И камень превращается в песок.
«Гадальщик на кофейной гуще, он знал, что дни его долги…»
Гадальщик на кофейной гуще, он знал, что дни его долги,
и говорил, как власть имущий, и мне советовал – не лги
и не ищи иного смысла в житье, чем тот, что Бог и бес
влагают, как простые числа, в хитросплетения словес.
Он не достиг земного рая. Он рано умер, и вдова,
его бумаги разбирая, искала главные слова,
те самые, одни из тысяч, чтоб вспомнить, словно о живом,
чтоб их уместно было высечь на тяжком камне гробовом.
Я помогал ей (это длилось дня два), но ни одна строка
не подошла. Лишь сердце билось да расплывались облака
в неверном небе Подмосковья. Нет эпитафий никому.
Любовь рифмуется с любовью, а голос – с выстрелом во тьму.
И молча я промолвлю: что нам живая речь и смертный стыд?
Над раскалённым Вашингтоном светило тяжкое висит,
огнём гранёным, сном багровым асфальтовая спит заря,
но не выдерживает слово цепей земного словаря.
«Я шагал с эпохой в ногу, знал поэтов и певцов…»
Я шагал с эпохой в ногу, знал поэтов и певцов,
знал художников немного и известных мудрецов.
Рассуждал о коммунизме, о стихах, о смысле жизни
или шахматной игрой с ними тешился порой.
И не просто для забавы эти творческие львы
говорили мне, что слава слаще мёда и халвы —
что в виду они имели, сочиняя эту речь,
олимпийцы, чем хотели друга скромного увлечь?
Слава – яркая заплата. Это Пушкин написал.
Но она же и зарплата, и шампанского бокал,
Был я полностью согласен и завистливо глядел,
представлялся мне прекрасен этот радостный удел.
Но успешно миновала юность робкая моя.
И давно забочусь мало о таких моментах я.
Больше нет советской власти, лишь доносится в ночи:
не ищи, бахытик, счастья, легкой смерти не ищи.
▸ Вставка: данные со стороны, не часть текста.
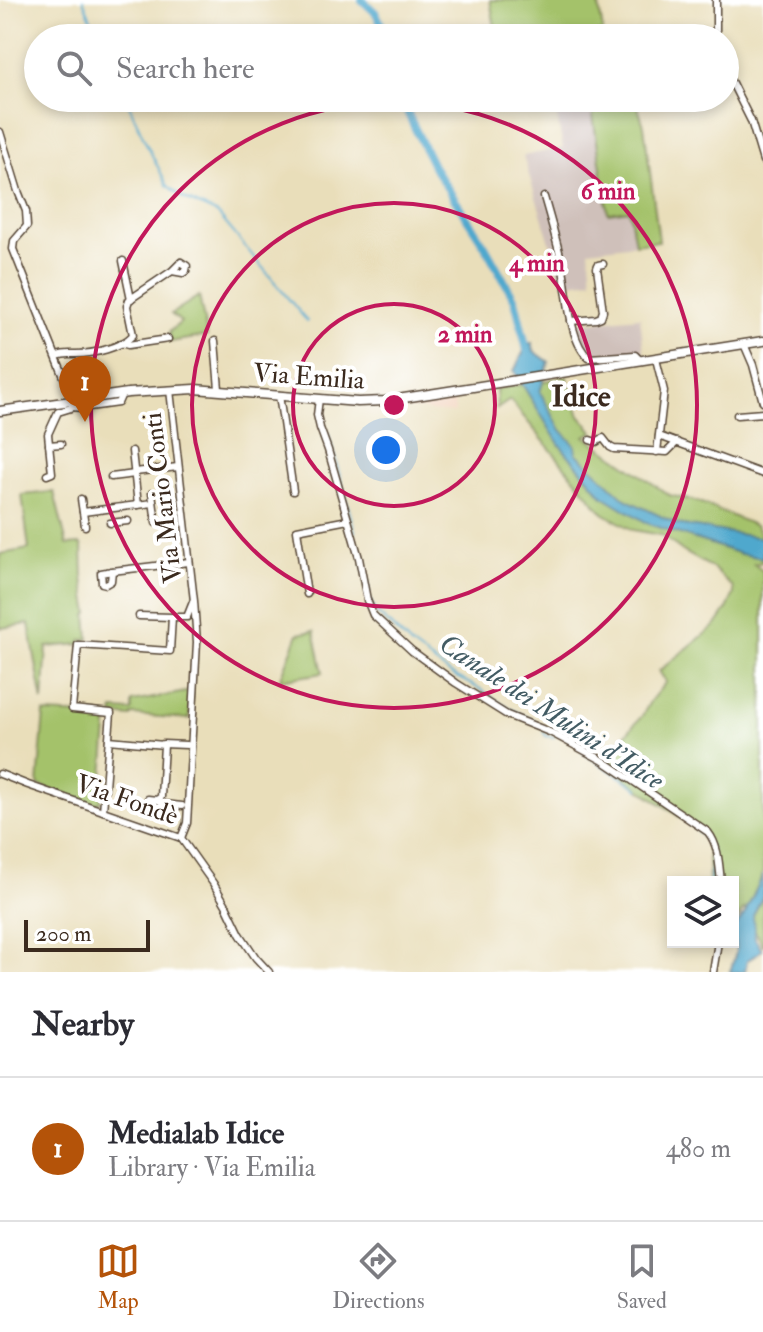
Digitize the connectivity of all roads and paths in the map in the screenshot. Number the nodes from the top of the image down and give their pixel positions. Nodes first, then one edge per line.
1 (716, 0) edge
2 (716, 24) edge
3 (739, 97) edge
4 (0, 132) edge
5 (763, 161) edge
6 (544, 197) dead end
7 (123, 261) dead end
8 (603, 264) dead end
9 (172, 271) dead end
10 (131, 299) junction
11 (571, 321) junction
12 (763, 338) edge
13 (168, 339) dead end
14 (215, 341) dead end
15 (121, 343) junction
16 (748, 344) junction
17 (57, 356) junction
18 (656, 359) junction
19 (637, 362) junction
20 (219, 389) junction
21 (170, 390) junction
22 (120, 394) junction
23 (279, 395) junction
24 (319, 399) junction
25 (763, 402) edge
26 (73, 404) junction
27 (48, 406) junction
28 (0, 411) edge
29 (763, 413) edge
30 (56, 414) junction
31 (737, 415) dead end
32 (659, 436) junction
33 (590, 440) dead end
34 (677, 442) junction
35 (61, 444) dead end
36 (49, 445) junction
37 (132, 451) dead end
38 (657, 452) junction
39 (178, 467) junction
40 (135, 473) junction
41 (763, 474) edge
42 (47, 475) dead end
43 (111, 477) dead end
44 (293, 491) dead end
45 (152, 493) dead end
46 (81, 499) dead end
47 (153, 503) junction
48 (138, 505) junction
49 (117, 508) junction
50 (83, 512) junction
51 (348, 520) junction
52 (128, 521) dead end
53 (156, 523) dead end
54 (85, 526) dead end
55 (189, 562) junction
56 (112, 571) dead end
57 (307, 594) dead end
58 (194, 601) junction
59 (139, 616) dead end
60 (172, 617) junction
61 (109, 740) junction
62 (162, 744) junction
63 (187, 745) dead end
64 (0, 774) edge
65 (148, 799) dead end
66 (158, 800) junction
67 (182, 806) dead end
68 (103, 811) junction
69 (181, 838) junction
70 (720, 876) edge
71 (717, 948) edge
72 (269, 972) edge
73 (713, 972) edge

1 - 2 street
3 - 5 street
4 - 17 street
6 - 11 street, Via Emilia
7 - 10 street
8 - 11 street
9 - 10 street
10 - 15 street
11 - 19 street, Via Emilia
12 - 16 main road, Via Emilia
13 - 15 street
14 - 20 street, Via Emilia
15 - 17 street
16 - 18 main road, Via Emilia
16 - 25 street
17 - 26 street
18 - 19 main road, Via Emilia
18 - 32 street
19 - 24 main road, Via Emilia
20 - 21 main road, Via Emilia
20 - 23 main road, Via Emilia
21 - 22 main road, Via Emilia
21 - 39 street, Via Mario Conti
22 - 26 main road, Via Emilia
22 - 26 street, Via Emilia
23 - 24 main road, Via Emilia
23 - 44 street
24 - 51 street
26 - 27 main road, Via Emilia
26 - 30 street, Via Emilia
27 - 28 main road, Via Emilia
27 - 30 street
29 - 31 street
30 - 36 street
32 - 34 street
32 - 38 street
33 - 38 street
34 - 38 street
34 - 41 street
35 - 36 street
36 - 42 street
37 - 40 street
39 - 40 street
39 - 55 street, Via Mario Conti
40 - 43 street
40 - 48 street
45 - 47 street
46 - 50 street
47 - 48 street
47 - 53 street
48 - 49 street
49 - 50 street
49 - 52 street
50 - 54 street
51 - 57 street
51 - 70 street
55 - 56 street
55 - 58 street, Via Mario Conti
58 - 60 street, Via Mario Conti
58 - 69 street, Via Mario Conti
59 - 60 street
60 - 61 street, Via Mario Conti
61 - 62 street
61 - 68 street
62 - 63 street
62 - 66 street
64 - 68 street, Via Fondè
65 - 66 street
66 - 67 street
68 - 69 street, Via Fondè
69 - 72 street, Via Fondè
71 - 73 street

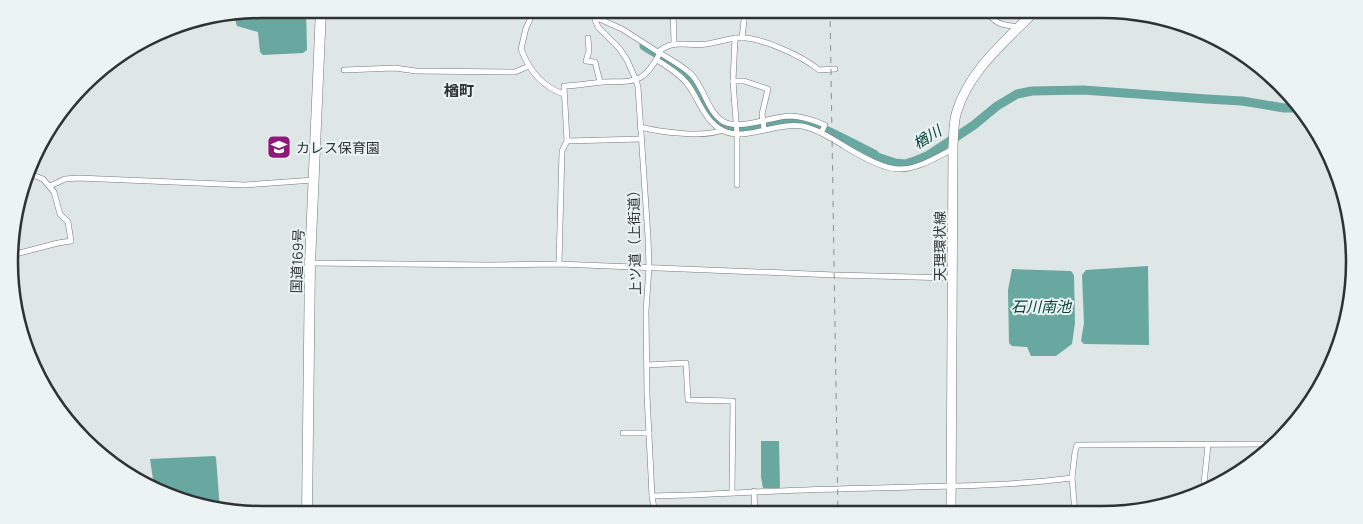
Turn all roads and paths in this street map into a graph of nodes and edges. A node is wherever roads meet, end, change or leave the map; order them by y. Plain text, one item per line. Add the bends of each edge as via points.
1 (321, 18) edge
2 (531, 18) edge
3 (594, 18) edge
4 (602, 18) edge
5 (673, 18) edge
6 (744, 18) edge
7 (992, 18) edge
8 (1028, 18) edge
9 (1020, 27) junction
10 (588, 38) dead end
11 (736, 38) junction
12 (742, 38) junction
13 (674, 43) junction
14 (658, 56) junction
15 (530, 66) junction
16 (835, 69) dead end
17 (344, 70) dead end
18 (636, 80) junction
19 (734, 81) junction
20 (600, 82) junction
21 (564, 94) junction
22 (762, 121) junction
23 (736, 125) junction
24 (640, 127) junction
25 (764, 129) junction
26 (722, 130) junction
27 (821, 133) junction
28 (737, 134) junction
29 (641, 139) junction
30 (567, 141) junction
31 (953, 148) junction
32 (33, 175) edge
33 (314, 180) junction
34 (737, 185) dead end
35 (50, 186) junction
36 (18, 253) edge
37 (310, 262) junction
38 (560, 264) junction
39 (649, 267) junction
40 (952, 278) junction
41 (647, 365) junction
42 (623, 433) dead end
43 (649, 433) junction
44 (1264, 444) edge
45 (1208, 445) junction
46 (1072, 478) junction
47 (1204, 484) edge
48 (951, 486) junction
49 (754, 491) junction
50 (732, 492) junction
51 (652, 496) junction
52 (307, 506) edge
53 (654, 506) edge
54 (755, 506) edge
55 (951, 506) edge
56 (1074, 506) edge

1 - 33 highway, 国道169号
2 - 15 street via 521,49
3 - 18 street, 上ツ道（上街道） via 598,27 619,48
4 - 14 street via 622,28
5 - 13 street
6 - 12 street
7 - 9 street via 1004,25
8 - 9 main road, 天理環状線
9 - 31 main road, 天理環状線 via 973,76 956,113
10 - 20 street via 586,61 595,62
11 - 12 street
11 - 13 street via 706,44
11 - 19 street
12 - 16 street via 771,44 819,70
13 - 14 street
14 - 18 street via 651,70
14 - 23 street via 691,74 720,118
14 - 26 street via 688,86 706,116
15 - 17 street via 515,72 395,68
15 - 21 street via 546,85
18 - 20 street
18 - 24 street, 上ツ道（上街道）
19 - 22 street via 744,80 768,90
19 - 23 street
20 - 21 street via 564,86
21 - 30 street
22 - 23 street
22 - 25 street
22 - 27 street via 798,116 825,125
23 - 28 street
24 - 26 street via 664,132 714,133
24 - 29 street, 上ツ道（上街道）
25 - 27 street via 804,126
25 - 28 street
26 - 28 street
27 - 31 street via 853,152 898,169 913,167
28 - 34 street
29 - 30 street
29 - 39 street, 上ツ道（上街道）
30 - 38 street via 562,150
31 - 40 main road, 天理環状線
32 - 35 street
33 - 35 street via 246,185 78,178 65,179
33 - 37 highway, 国道169号
35 - 36 street via 60,214 68,222 71,241
37 - 38 street via 489,266
37 - 52 highway, 国道169号
38 - 39 street
39 - 40 street
39 - 41 street, 上ツ道（上街道）
40 - 48 main road, 天理環状線
41 - 43 street, 上ツ道（上街道）
41 - 50 street via 686,363 688,400 733,401
42 - 43 street
43 - 51 street, 上ツ道（上街道）
44 - 45 street
45 - 46 street via 1077,445
45 - 47 street
46 - 48 street
46 - 56 street
48 - 49 street
48 - 55 main road, 天理環状線
49 - 50 street
49 - 54 street
50 - 51 street
51 - 53 street, 上ツ道（上街道）

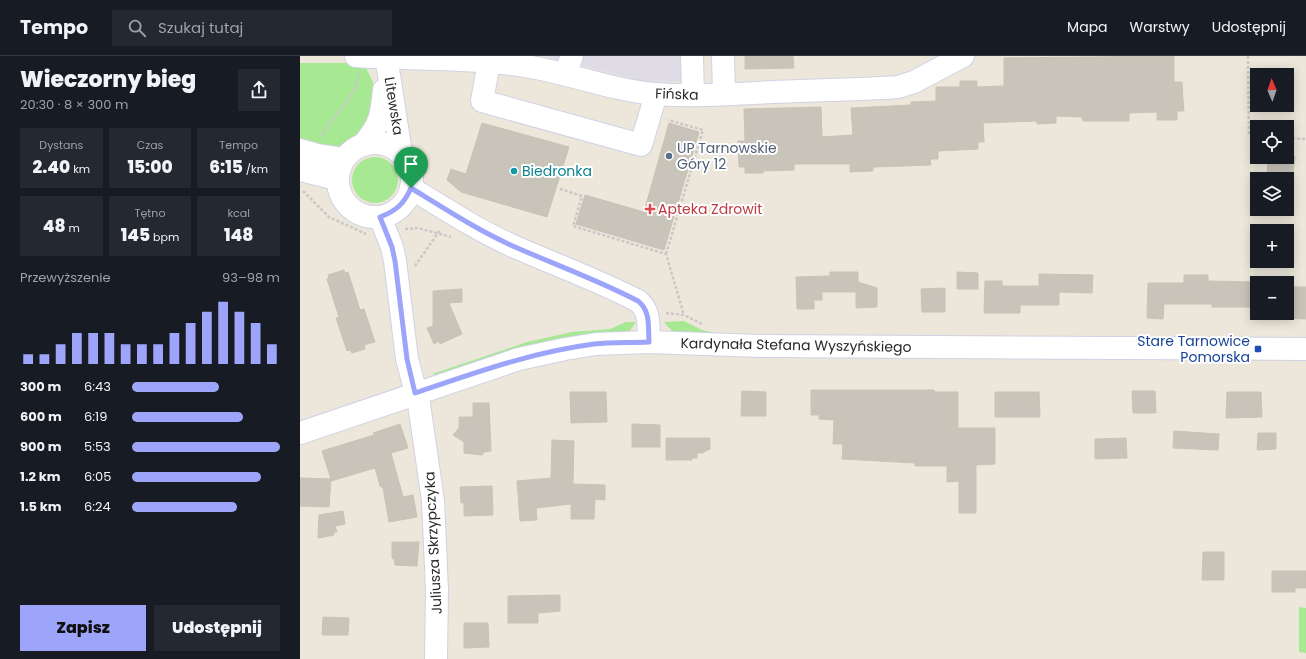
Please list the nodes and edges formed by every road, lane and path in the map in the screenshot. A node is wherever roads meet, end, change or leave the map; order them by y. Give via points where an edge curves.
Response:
1 (692, 56) edge
2 (724, 56) edge
3 (963, 56) edge
4 (1248, 56) edge
5 (386, 57) edge
6 (358, 62) edge
7 (489, 62) junction
8 (569, 65) edge
9 (656, 94) junction
10 (724, 94) junction
11 (693, 95) junction
12 (661, 118) dead end
13 (1250, 135) edge
14 (1294, 138) edge
15 (1306, 139) edge
16 (321, 140) dead end
17 (363, 145) junction
18 (300, 150) edge
19 (401, 154) junction
20 (344, 159) junction
21 (300, 170) edge
22 (337, 179) junction
23 (411, 188) junction
24 (560, 189) dead end
25 (300, 190) edge
26 (380, 217) junction
27 (440, 230) dead end
28 (368, 235) dead end
29 (666, 254) junction
30 (414, 268) dead end
31 (684, 315) dead end
32 (649, 342) junction
33 (1306, 349) edge
34 (415, 393) junction
35 (300, 433) edge
36 (436, 659) edge

1 - 11 street
2 - 10 street
3 - 10 street, Fińska via 914,82 898,87
4 - 13 path
5 - 6 street, Fińska
5 - 7 street, Fińska
5 - 17 street, Litewska via 381,117
5 - 19 street, Litewska
6 - 16 path via 354,90 328,124
7 - 8 street, Fińska
7 - 9 street via 482,101 641,145
8 - 9 street, Fińska via 601,85
9 - 11 street, Fińska
10 - 11 street, Fińska
12 - 29 path via 703,130
14 - 15 path
17 - 19 street via 377,143 391,146
17 - 20 street via 350,152
18 - 20 street
19 - 23 street via 410,170
20 - 22 street
21 - 22 street
22 - 26 street via 341,196 347,206 368,217
23 - 26 street via 405,202 394,212
23 - 32 street via 450,213 514,247 638,301 647,314
24 - 29 path via 582,196 573,226
25 - 28 path via 329,217
26 - 34 street, Juliusza Skrzypczyka via 395,261 407,359
27 - 30 path
29 - 31 path
32 - 33 street, Kardynała Stefana Wyszyńskiego via 768,346
32 - 34 street, Kardynała Stefana Wyszyńskiego via 596,344 519,359
34 - 35 street, Kardynała Stefana Wyszyńskiego
34 - 36 street, Juliusza Skrzypczyka via 433,501 437,590

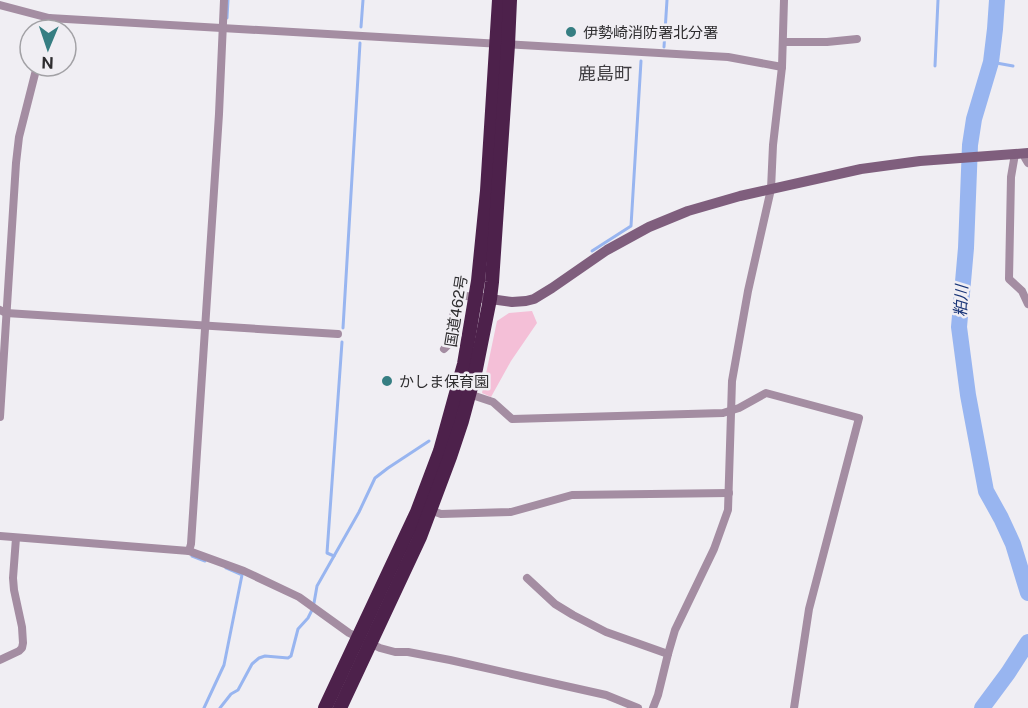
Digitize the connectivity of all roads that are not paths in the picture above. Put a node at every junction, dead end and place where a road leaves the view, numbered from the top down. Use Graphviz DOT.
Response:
graph roads {
  1 [pos="224,0"];
  2 [pos="499,0"];
  3 [pos="510,0"];
  4 [pos="784,0"];
  5 [pos="0,2"];
  6 [pos="49,18"];
  7 [pos="78,20"];
  8 [pos="222,27"];
  9 [pos="857,39"];
  10 [pos="783,42"];
  11 [pos="502,44"];
  12 [pos="782,66"];
  13 [pos="34,78"];
  14 [pos="1021,155"];
  15 [pos="771,189"];
  16 [pos="483,298"];
  17 [pos="1028,304"];
  18 [pos="3,312"];
  19 [pos="204,326"];
  20 [pos="338,334"];
  21 [pos="444,349"];
  22 [pos="469,394"];
  23 [pos="731,411"];
  24 [pos="0,417"];
  25 [pos="729,493"];
  26 [pos="430,510"];
  27 [pos="0,536"];
  28 [pos="16,538"];
  29 [pos="189,551"];
  30 [pos="527,578"];
  31 [pos="357,638"];
  32 [pos="370,644"];
  33 [pos="668,654"];
  34 [pos="0,660"];
  35 [pos="325,708"];
  36 [pos="340,708"];
  37 [pos="638,708"];
  38 [pos="653,708"];
  39 [pos="795,708"];
  1 -- 8 [label="street"];
  2 -- 11 [label="highway, 国道462号"];
  3 -- 11 [label="highway, 国道462号"];
  4 -- 10 [label="street"];
  5 -- 6 [label="street"];
  7 -- 8 [label="street"];
  8 -- 11 [label="street"];
  8 -- 19 [label="street"];
  9 -- 10 [label="street"];
  10 -- 12 [label="street"];
  11 -- 12 [label="street"];
  11 -- 16 [label="highway, 国道462号"];
  12 -- 15 [label="street"];
  13 -- 18 [label="street"];
  14 -- 15 [label="street"];
  14 -- 17 [label="street"];
  15 -- 16 [label="street"];
  15 -- 23 [label="street"];
  16 -- 21 [label="street"];
  16 -- 22 [label="highway, 国道462号"];
  16 -- 31 [label="highway, 国道462号"];
  18 -- 19 [label="street"];
  18 -- 24 [label="street"];
  19 -- 20 [label="street"];
  19 -- 29 [label="street"];
  22 -- 23 [label="street"];
  22 -- 26 [label="highway, 国道462号"];
  23 -- 25 [label="street"];
  23 -- 39 [label="street"];
  25 -- 26 [label="street"];
  25 -- 33 [label="street"];
  26 -- 32 [label="highway, 国道462号"];
  27 -- 28 [label="street"];
  28 -- 29 [label="street"];
  28 -- 34 [label="street"];
  29 -- 31 [label="street"];
  30 -- 33 [label="street"];
  31 -- 32 [label="street"];
  31 -- 35 [label="highway, 国道462号"];
  32 -- 36 [label="highway, 国道462号"];
  32 -- 37 [label="street"];
  33 -- 38 [label="street"];
}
Даже слава – только слово, уходящее во сне,
вроде саши соколова по серебряной лыжне,
вроде рюмки алкоголя, вроде флоксов на столе —
вроде ветра в чистом поле, в вологодском феврале…
«Переживёшь дурные времена…»
Переживёшь дурные времена,
хлебнёшь вины и океанской пены,
солжешь, предашь – и вдруг очнёшься на
окраине декабрьской ойкумены.
Пустой собор в строительных лесах.
Добро в мешок собрав неторопливо,
с морскою солью в светлых волосах
ночь-нищенка спускается к заливу.
Ступай за ней куда глаза глядят,
расплачиваясь с шорохом прибоя…
Не здесь ли разместился зимний ад
для мёртвых душ, которым нет покоя,
не здесь ли вьётся в ледяной волне
глухой дельфин и как-то виновато
чадит свеча в оставленном окне?
Жизнь хороша, особенно к закату,
и молча смотрит на своих детей,
как Сириус в рождественскую стужу,
дух, отделивший мясо от костей,
твердь – от воды и женщину от мужа.
«Где гудок паровозный долог, как смертный стон…»
Где гудок паровозный долог, как смертный стон,
полосой отчужденья мчаться Бог весть откуда —
мне пора успокоиться, руки сложив крестом,
на сосновой полке, в глухом ожиданье чуда.
Побегут виденья, почудится визг и вой —
то пожар в степи, то любовь, будто ад кромешный.